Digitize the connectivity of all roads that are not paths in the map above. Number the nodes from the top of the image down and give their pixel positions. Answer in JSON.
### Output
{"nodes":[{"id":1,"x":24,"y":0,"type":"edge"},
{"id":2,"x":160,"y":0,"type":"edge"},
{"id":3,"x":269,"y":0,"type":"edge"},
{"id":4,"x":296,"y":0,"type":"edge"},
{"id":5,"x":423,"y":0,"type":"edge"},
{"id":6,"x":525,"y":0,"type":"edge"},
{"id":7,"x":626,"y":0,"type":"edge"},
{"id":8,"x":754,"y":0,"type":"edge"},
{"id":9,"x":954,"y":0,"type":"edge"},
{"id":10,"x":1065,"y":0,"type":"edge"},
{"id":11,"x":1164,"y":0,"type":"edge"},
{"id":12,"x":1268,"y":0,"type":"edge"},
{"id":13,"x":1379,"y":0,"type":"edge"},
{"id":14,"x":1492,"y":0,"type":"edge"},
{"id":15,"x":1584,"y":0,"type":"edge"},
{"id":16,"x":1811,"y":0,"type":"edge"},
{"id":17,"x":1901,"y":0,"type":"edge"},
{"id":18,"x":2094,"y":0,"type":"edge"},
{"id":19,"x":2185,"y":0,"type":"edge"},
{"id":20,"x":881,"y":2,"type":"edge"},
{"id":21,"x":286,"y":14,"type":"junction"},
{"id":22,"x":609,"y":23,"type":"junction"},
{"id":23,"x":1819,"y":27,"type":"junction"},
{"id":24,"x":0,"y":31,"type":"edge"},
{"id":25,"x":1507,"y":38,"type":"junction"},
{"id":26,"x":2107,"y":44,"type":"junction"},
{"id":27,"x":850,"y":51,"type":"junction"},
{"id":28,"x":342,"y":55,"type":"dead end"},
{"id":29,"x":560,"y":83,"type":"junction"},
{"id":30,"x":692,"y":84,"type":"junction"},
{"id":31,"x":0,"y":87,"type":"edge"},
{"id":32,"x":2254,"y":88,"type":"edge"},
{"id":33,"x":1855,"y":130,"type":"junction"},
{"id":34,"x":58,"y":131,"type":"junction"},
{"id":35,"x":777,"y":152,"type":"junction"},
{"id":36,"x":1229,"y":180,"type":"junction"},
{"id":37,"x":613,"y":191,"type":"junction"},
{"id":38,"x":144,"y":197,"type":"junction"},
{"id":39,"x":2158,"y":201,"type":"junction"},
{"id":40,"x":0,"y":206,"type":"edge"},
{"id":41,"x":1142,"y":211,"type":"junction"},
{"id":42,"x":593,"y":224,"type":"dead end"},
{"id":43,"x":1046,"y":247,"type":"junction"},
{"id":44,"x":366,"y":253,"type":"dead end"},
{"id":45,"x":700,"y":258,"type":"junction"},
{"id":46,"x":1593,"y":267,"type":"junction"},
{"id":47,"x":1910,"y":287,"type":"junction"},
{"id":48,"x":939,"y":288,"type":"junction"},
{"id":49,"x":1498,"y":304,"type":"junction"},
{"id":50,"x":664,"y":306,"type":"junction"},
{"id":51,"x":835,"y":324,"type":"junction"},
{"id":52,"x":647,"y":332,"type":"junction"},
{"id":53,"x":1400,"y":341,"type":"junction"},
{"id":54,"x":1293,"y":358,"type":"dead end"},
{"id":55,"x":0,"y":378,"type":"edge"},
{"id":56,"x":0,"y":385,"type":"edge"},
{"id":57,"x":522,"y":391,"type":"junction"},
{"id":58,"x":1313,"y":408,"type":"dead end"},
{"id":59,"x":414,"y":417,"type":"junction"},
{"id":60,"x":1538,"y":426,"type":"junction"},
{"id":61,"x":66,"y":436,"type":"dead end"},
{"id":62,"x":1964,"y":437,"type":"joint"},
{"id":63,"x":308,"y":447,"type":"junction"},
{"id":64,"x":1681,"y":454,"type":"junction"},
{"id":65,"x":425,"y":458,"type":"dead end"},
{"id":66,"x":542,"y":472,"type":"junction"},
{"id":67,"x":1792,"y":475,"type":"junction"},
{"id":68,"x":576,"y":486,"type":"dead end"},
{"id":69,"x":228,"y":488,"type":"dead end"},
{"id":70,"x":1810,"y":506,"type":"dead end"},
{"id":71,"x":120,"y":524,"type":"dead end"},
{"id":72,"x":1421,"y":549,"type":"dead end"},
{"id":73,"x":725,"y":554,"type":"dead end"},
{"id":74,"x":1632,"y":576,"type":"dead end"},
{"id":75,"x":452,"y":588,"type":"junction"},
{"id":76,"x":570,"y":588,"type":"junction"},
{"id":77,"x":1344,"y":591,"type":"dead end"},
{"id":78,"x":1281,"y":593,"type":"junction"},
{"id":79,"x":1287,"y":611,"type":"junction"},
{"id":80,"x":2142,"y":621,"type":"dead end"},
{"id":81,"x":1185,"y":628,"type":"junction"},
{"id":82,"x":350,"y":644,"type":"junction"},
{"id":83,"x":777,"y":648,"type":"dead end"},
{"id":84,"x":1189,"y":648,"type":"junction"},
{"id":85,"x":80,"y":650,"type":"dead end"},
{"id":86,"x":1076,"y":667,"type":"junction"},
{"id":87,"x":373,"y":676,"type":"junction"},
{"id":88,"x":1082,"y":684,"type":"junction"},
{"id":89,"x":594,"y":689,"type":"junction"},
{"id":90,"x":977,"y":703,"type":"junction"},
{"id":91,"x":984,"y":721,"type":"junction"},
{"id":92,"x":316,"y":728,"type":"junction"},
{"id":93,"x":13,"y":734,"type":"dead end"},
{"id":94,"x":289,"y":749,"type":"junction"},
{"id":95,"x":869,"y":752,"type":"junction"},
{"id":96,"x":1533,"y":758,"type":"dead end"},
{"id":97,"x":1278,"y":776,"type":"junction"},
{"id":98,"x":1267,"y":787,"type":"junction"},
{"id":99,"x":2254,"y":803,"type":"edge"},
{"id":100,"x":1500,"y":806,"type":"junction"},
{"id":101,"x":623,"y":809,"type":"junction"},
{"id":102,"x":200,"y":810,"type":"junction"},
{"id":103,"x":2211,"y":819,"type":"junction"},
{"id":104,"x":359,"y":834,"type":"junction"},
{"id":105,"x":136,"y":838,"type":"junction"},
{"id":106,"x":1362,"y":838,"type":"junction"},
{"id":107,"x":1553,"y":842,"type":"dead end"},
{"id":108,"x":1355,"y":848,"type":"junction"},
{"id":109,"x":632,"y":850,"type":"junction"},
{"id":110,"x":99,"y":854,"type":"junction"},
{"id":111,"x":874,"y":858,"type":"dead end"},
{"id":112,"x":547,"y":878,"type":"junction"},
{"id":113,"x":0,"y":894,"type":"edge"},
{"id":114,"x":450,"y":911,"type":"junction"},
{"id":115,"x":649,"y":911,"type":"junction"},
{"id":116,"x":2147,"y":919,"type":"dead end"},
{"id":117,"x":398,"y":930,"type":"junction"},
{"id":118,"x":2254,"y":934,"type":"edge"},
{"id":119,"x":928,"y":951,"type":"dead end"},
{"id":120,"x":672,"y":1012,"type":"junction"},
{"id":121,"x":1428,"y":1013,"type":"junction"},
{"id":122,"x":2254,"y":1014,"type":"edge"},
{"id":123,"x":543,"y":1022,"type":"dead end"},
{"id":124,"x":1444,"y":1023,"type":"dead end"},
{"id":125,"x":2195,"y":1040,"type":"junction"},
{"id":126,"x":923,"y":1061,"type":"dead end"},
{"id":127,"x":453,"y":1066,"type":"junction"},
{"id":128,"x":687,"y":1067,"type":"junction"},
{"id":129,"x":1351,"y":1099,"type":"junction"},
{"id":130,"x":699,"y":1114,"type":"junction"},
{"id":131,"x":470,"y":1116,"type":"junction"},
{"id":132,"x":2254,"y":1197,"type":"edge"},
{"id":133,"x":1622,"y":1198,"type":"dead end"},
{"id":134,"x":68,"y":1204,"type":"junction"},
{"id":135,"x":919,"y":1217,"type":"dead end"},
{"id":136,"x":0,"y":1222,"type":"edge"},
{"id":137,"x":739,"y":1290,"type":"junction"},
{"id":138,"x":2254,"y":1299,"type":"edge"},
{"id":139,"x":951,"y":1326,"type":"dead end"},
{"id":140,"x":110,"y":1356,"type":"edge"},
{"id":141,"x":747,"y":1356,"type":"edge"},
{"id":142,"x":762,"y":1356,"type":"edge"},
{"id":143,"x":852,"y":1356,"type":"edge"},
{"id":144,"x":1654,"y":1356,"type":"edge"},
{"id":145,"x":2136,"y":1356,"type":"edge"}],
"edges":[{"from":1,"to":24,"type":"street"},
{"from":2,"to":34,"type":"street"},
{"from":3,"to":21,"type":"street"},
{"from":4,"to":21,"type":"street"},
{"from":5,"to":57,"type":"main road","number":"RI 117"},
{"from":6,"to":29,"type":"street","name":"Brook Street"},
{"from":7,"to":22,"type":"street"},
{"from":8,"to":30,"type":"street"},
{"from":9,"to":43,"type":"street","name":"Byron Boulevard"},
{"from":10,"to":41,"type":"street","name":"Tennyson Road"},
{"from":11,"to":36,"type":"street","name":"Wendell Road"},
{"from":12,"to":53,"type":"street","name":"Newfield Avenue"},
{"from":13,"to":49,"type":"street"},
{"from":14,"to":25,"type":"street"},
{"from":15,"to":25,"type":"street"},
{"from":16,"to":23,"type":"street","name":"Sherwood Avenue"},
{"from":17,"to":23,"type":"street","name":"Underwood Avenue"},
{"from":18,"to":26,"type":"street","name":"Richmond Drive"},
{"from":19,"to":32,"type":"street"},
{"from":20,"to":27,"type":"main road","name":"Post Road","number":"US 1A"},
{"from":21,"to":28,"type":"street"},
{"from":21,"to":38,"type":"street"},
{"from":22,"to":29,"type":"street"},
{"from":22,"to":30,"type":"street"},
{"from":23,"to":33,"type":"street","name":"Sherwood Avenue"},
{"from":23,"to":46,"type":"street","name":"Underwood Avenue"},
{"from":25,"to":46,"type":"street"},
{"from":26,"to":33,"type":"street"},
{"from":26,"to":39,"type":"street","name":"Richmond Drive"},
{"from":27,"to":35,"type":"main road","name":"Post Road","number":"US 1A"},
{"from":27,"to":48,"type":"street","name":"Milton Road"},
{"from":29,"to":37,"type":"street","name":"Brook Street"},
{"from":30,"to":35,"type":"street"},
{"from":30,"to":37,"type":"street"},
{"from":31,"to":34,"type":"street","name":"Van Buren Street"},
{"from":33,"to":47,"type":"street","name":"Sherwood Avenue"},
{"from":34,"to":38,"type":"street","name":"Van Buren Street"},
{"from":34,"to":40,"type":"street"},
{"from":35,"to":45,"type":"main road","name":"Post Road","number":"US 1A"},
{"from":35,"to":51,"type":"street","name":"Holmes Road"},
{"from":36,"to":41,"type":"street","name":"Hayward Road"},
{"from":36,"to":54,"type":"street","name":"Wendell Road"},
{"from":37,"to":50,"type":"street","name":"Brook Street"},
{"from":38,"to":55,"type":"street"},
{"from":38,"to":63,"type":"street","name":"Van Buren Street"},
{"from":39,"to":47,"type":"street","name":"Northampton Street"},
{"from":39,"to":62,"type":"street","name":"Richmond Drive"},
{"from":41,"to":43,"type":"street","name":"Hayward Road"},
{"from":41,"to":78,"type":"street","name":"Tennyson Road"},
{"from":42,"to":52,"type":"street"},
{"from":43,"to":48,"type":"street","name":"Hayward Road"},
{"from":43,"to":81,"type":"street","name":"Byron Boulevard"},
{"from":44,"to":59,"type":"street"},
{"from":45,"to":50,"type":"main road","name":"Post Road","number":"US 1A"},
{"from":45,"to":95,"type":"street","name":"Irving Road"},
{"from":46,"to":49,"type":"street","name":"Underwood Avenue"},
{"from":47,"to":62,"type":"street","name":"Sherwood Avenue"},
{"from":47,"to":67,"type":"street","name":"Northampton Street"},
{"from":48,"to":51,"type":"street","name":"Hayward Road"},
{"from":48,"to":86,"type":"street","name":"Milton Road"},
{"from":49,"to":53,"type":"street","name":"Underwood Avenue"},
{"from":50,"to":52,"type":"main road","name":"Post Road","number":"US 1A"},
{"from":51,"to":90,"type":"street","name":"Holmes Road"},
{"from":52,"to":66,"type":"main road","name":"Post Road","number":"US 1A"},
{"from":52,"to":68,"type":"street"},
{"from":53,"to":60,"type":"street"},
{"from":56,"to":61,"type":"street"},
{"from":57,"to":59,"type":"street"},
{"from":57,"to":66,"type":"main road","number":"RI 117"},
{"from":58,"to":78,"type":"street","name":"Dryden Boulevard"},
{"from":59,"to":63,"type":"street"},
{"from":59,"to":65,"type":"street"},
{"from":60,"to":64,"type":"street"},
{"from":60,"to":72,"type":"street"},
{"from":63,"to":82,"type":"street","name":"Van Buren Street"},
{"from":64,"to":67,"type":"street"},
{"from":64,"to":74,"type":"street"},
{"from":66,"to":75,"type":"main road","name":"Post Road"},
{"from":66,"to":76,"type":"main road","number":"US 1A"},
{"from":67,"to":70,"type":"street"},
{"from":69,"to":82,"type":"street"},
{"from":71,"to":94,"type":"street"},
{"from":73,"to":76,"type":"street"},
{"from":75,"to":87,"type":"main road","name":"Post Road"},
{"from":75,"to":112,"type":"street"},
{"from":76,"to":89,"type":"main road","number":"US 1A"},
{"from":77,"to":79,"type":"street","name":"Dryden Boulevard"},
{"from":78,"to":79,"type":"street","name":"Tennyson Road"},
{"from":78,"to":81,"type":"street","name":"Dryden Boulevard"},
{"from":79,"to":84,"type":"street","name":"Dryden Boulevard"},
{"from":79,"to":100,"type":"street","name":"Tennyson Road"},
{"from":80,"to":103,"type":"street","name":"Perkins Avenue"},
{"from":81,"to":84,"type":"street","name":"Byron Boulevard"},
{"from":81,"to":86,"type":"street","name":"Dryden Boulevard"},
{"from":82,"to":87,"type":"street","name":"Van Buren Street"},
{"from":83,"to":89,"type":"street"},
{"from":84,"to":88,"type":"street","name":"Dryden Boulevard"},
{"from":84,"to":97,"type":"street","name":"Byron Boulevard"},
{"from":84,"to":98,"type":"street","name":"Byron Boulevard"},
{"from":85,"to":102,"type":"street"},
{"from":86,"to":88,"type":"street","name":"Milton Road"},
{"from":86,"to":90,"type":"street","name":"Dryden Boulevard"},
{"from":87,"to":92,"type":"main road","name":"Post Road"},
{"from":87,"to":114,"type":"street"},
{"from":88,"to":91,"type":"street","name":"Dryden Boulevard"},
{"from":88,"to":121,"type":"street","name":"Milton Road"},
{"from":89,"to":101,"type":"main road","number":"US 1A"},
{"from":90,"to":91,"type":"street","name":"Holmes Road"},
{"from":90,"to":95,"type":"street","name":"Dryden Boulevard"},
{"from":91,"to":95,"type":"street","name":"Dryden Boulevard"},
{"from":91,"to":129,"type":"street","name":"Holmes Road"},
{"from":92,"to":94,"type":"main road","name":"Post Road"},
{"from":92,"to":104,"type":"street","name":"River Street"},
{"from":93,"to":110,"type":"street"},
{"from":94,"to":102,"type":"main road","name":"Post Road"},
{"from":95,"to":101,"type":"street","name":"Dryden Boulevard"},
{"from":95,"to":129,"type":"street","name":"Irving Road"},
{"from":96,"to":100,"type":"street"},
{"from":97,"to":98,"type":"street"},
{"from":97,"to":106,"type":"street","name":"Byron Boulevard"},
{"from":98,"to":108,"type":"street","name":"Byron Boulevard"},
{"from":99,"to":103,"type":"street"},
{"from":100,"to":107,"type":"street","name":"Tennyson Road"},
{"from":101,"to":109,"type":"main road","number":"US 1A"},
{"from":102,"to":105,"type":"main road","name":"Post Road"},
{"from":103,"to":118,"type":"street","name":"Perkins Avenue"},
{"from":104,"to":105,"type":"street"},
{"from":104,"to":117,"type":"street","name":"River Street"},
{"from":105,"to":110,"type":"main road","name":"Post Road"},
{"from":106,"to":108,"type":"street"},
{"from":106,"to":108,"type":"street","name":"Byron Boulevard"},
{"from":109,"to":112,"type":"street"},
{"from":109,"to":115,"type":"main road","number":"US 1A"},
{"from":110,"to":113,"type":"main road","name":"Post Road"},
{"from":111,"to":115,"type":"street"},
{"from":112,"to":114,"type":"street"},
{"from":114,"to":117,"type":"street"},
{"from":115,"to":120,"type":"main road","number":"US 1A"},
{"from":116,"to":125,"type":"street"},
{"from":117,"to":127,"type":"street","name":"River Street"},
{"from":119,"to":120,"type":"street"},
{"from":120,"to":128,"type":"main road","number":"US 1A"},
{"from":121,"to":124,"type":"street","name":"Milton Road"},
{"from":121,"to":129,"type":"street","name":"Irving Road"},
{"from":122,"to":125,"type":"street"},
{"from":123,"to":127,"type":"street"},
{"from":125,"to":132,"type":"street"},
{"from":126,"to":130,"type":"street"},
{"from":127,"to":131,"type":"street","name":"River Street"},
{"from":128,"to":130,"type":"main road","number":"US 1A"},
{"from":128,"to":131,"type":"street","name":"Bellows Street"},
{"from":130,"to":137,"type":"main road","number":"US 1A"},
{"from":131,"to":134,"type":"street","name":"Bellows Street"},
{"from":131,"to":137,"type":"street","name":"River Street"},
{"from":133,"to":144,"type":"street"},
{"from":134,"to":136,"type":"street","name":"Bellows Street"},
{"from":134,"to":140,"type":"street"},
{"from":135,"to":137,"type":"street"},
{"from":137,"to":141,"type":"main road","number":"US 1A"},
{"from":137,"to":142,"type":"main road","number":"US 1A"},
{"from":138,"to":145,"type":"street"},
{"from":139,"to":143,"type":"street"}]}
.....
__What to work on__. Using the material above, count the lines containing the word "Northampton". Reply with the number alone.

__Solution__. 2